■ WHAT THE TASK ASKS ■
In the records below, find each line holding the word "Buckhurst" and copy it.

■ EXERCISE DATA ■

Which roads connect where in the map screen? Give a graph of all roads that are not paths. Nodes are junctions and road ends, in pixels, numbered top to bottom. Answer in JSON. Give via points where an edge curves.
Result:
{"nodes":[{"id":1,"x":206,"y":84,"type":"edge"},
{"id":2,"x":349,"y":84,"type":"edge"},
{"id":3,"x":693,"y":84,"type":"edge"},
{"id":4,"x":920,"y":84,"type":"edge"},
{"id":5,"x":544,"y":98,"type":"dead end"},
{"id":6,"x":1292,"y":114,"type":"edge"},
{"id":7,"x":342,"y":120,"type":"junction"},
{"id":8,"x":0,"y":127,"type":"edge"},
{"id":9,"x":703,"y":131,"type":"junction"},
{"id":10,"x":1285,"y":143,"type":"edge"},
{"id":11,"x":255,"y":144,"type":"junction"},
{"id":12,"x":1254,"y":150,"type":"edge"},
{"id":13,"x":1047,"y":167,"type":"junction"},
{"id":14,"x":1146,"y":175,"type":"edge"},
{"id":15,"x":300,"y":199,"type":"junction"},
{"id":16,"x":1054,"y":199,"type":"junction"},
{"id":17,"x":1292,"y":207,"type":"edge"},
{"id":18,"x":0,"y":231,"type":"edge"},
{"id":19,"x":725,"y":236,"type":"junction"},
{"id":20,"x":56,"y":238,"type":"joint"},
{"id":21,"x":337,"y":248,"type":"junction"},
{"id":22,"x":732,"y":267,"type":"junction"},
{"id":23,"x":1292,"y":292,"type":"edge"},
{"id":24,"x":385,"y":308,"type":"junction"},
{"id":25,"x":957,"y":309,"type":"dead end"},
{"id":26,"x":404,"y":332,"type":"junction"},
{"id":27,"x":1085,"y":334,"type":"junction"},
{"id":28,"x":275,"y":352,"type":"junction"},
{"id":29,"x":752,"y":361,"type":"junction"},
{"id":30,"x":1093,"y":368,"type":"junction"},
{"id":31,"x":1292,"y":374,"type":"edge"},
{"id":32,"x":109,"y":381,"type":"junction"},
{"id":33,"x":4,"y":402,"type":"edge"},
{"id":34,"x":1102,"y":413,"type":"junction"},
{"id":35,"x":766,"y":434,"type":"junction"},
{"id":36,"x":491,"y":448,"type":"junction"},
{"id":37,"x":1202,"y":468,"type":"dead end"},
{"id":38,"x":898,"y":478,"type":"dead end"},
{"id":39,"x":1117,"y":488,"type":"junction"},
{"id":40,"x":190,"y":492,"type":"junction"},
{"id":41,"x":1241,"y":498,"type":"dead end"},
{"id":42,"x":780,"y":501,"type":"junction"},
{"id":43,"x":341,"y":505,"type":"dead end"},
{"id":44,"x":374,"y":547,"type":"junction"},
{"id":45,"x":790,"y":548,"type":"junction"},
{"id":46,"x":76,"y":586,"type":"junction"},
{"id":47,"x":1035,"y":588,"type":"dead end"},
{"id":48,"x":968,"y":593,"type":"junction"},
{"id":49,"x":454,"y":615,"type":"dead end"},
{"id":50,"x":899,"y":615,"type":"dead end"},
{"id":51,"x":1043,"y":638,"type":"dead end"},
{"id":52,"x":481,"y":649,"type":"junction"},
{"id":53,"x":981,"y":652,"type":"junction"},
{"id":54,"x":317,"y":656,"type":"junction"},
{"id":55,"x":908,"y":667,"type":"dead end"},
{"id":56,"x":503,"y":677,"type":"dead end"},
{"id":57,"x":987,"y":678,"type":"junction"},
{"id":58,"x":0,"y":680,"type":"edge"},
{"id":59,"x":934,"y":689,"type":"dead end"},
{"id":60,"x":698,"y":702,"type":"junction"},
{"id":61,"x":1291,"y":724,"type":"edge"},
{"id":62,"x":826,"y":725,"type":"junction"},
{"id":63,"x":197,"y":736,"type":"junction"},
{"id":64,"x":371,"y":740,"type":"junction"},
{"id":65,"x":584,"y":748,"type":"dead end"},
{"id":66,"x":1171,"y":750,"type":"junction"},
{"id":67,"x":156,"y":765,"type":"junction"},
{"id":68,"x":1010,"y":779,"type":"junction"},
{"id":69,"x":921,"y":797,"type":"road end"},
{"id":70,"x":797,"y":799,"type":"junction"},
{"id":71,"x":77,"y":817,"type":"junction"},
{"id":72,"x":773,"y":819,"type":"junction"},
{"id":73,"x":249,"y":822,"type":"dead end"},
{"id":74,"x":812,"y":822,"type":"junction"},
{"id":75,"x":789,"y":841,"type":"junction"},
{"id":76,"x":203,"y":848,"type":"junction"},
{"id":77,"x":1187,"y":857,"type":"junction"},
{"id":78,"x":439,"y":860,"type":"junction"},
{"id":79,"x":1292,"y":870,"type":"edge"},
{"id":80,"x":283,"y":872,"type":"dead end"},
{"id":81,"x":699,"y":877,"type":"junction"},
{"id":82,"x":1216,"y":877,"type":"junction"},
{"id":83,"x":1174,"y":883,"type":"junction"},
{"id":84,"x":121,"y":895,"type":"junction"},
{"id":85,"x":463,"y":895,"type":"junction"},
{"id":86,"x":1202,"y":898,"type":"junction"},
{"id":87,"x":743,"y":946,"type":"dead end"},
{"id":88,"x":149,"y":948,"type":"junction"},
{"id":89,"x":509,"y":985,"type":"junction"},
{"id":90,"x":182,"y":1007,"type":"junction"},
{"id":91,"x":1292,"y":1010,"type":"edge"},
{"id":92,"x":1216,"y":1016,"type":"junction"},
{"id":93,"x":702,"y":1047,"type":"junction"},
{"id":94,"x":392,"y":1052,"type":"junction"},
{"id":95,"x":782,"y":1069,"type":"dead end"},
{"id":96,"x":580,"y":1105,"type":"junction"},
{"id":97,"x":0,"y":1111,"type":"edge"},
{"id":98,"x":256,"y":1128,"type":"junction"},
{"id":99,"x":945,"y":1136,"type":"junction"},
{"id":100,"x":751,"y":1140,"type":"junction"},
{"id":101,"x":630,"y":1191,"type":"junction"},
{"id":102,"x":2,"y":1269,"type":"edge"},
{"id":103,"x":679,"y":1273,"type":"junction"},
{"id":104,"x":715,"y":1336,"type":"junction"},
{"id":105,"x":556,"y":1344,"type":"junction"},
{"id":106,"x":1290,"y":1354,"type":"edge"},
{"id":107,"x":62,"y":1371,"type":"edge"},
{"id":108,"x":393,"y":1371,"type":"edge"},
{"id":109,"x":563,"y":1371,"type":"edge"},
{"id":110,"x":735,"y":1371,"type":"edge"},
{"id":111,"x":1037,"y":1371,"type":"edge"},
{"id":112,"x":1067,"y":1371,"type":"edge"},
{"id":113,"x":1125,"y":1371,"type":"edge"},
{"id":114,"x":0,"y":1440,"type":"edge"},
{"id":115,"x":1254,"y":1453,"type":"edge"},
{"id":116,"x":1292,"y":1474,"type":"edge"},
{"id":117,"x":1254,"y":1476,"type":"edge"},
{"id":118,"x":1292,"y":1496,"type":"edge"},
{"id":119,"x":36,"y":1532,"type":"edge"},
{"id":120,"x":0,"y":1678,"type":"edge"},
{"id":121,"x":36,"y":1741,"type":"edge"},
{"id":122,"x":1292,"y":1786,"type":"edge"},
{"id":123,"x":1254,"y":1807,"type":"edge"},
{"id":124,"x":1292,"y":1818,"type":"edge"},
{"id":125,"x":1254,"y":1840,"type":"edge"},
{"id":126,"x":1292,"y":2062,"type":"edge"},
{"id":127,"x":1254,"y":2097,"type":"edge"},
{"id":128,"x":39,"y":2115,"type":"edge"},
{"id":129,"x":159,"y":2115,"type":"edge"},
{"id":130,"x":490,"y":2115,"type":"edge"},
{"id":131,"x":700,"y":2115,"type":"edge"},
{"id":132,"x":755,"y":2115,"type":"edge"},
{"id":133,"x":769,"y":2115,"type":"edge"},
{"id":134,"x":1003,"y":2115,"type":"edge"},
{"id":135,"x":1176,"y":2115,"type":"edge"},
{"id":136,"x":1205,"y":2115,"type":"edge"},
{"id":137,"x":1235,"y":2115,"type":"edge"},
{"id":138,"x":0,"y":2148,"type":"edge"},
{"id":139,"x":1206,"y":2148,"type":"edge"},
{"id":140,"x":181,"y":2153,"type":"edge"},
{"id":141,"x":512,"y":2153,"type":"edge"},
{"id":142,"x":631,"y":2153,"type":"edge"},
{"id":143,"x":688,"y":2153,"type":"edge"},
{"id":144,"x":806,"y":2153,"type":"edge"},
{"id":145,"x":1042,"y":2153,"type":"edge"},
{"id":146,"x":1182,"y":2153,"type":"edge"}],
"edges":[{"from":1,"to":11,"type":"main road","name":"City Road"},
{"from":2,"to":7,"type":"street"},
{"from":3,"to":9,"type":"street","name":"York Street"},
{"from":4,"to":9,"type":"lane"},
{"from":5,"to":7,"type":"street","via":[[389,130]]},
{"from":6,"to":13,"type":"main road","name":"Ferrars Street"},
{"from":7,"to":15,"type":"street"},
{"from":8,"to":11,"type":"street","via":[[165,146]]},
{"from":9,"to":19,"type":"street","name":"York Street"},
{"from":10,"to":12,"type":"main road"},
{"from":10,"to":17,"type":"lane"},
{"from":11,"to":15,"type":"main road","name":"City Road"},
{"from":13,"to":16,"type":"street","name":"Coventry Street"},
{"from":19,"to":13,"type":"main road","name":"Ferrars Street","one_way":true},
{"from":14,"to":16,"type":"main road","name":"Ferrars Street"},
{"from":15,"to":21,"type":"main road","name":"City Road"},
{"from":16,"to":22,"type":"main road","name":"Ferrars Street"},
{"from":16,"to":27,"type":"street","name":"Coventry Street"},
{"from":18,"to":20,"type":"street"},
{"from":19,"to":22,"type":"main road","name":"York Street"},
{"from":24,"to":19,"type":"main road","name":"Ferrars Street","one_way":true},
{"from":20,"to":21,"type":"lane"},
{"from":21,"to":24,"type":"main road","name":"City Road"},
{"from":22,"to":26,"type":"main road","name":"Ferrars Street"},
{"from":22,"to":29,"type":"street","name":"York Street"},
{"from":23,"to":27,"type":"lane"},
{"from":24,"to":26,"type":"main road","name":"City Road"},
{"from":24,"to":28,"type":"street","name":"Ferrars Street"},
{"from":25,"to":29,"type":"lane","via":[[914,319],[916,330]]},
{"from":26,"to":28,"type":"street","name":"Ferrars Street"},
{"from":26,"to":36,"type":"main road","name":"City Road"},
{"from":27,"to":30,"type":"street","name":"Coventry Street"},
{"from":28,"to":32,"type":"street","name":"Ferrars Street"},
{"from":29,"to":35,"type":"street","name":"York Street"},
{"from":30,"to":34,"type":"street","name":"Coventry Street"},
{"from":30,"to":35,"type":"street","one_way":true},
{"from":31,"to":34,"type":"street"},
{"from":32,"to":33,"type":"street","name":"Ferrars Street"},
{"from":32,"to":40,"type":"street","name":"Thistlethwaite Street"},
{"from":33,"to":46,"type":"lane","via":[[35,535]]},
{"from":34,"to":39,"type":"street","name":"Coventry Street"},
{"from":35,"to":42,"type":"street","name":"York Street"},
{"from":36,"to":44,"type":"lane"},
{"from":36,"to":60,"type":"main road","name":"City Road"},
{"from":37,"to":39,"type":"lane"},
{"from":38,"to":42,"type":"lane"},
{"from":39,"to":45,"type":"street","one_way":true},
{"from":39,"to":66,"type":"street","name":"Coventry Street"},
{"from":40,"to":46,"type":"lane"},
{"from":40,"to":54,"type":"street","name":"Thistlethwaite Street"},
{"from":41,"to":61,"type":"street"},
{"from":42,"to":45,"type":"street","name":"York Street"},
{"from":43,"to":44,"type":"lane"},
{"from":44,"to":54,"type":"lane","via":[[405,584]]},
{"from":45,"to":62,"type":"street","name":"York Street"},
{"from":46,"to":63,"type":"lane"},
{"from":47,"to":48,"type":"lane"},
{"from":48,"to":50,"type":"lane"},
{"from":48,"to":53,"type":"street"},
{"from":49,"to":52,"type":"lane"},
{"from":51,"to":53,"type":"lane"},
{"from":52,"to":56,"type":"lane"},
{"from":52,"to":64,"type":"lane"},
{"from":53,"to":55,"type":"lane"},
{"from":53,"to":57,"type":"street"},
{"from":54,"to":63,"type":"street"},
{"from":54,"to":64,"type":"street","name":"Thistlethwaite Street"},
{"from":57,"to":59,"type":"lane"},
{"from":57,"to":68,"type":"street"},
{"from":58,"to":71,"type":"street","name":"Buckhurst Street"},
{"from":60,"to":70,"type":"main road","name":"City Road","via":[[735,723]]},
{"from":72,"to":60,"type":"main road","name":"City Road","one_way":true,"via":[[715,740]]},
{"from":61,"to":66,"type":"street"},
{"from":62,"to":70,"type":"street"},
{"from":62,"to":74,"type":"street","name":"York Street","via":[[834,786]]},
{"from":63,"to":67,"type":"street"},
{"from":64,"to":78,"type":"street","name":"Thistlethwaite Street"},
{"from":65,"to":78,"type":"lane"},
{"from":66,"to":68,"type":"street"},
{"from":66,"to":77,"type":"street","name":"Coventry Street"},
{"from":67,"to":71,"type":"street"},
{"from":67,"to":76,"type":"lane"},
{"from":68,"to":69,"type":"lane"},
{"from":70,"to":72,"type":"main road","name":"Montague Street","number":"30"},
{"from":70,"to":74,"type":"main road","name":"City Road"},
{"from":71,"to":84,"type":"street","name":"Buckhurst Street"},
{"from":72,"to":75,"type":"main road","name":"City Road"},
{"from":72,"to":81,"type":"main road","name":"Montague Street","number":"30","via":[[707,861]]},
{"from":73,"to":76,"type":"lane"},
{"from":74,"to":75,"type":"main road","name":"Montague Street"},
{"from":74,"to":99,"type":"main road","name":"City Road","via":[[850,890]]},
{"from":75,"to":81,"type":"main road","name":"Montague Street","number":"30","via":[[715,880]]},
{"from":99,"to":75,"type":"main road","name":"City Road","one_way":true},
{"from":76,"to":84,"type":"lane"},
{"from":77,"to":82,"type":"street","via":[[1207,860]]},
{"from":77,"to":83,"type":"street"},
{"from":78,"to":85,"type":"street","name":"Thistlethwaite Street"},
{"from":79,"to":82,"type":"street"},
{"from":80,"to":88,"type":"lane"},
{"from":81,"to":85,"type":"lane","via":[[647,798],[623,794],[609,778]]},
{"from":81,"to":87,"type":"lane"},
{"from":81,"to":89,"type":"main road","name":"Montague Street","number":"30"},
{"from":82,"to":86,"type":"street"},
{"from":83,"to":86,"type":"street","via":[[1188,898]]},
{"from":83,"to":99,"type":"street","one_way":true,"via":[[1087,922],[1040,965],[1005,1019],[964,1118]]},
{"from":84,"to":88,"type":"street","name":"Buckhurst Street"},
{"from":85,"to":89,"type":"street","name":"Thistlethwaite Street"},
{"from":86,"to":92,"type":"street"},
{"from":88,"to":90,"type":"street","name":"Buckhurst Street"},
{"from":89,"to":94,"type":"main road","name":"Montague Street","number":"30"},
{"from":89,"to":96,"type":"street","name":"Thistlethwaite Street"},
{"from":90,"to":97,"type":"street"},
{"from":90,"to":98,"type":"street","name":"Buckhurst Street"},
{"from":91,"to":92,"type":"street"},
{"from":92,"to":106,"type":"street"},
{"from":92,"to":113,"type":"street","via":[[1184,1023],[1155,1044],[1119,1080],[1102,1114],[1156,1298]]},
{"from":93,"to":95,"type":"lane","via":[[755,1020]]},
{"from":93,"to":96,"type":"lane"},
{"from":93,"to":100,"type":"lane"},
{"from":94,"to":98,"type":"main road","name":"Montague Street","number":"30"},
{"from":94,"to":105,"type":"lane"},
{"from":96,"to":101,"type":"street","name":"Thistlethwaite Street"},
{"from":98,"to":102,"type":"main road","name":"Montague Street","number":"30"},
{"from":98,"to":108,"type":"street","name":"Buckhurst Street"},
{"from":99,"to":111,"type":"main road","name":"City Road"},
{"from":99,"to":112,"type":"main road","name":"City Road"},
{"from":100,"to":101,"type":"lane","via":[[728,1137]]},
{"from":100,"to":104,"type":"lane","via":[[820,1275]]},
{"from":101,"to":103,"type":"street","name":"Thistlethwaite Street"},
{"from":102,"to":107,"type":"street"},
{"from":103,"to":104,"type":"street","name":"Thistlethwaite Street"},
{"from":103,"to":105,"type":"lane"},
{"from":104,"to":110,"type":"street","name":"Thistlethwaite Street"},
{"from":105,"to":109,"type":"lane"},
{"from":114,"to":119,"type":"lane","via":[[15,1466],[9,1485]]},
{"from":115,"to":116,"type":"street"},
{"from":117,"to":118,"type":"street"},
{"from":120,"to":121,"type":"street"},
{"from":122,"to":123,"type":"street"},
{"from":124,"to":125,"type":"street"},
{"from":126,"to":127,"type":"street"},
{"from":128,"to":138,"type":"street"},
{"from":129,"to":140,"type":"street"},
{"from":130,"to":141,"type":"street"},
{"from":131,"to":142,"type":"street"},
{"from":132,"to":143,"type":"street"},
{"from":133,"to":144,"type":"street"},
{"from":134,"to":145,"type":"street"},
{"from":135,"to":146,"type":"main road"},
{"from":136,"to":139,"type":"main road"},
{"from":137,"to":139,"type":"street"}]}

■ ANSWER BELOW ■
{"from":58,"to":71,"type":"street","name":"Buckhurst Street"},
{"from":71,"to":84,"type":"street","name":"Buckhurst Street"},
{"from":84,"to":88,"type":"street","name":"Buckhurst Street"},
{"from":88,"to":90,"type":"street","name":"Buckhurst Street"},
{"from":90,"to":98,"type":"street","name":"Buckhurst Street"},
{"from":98,"to":108,"type":"street","name":"Buckhurst Street"},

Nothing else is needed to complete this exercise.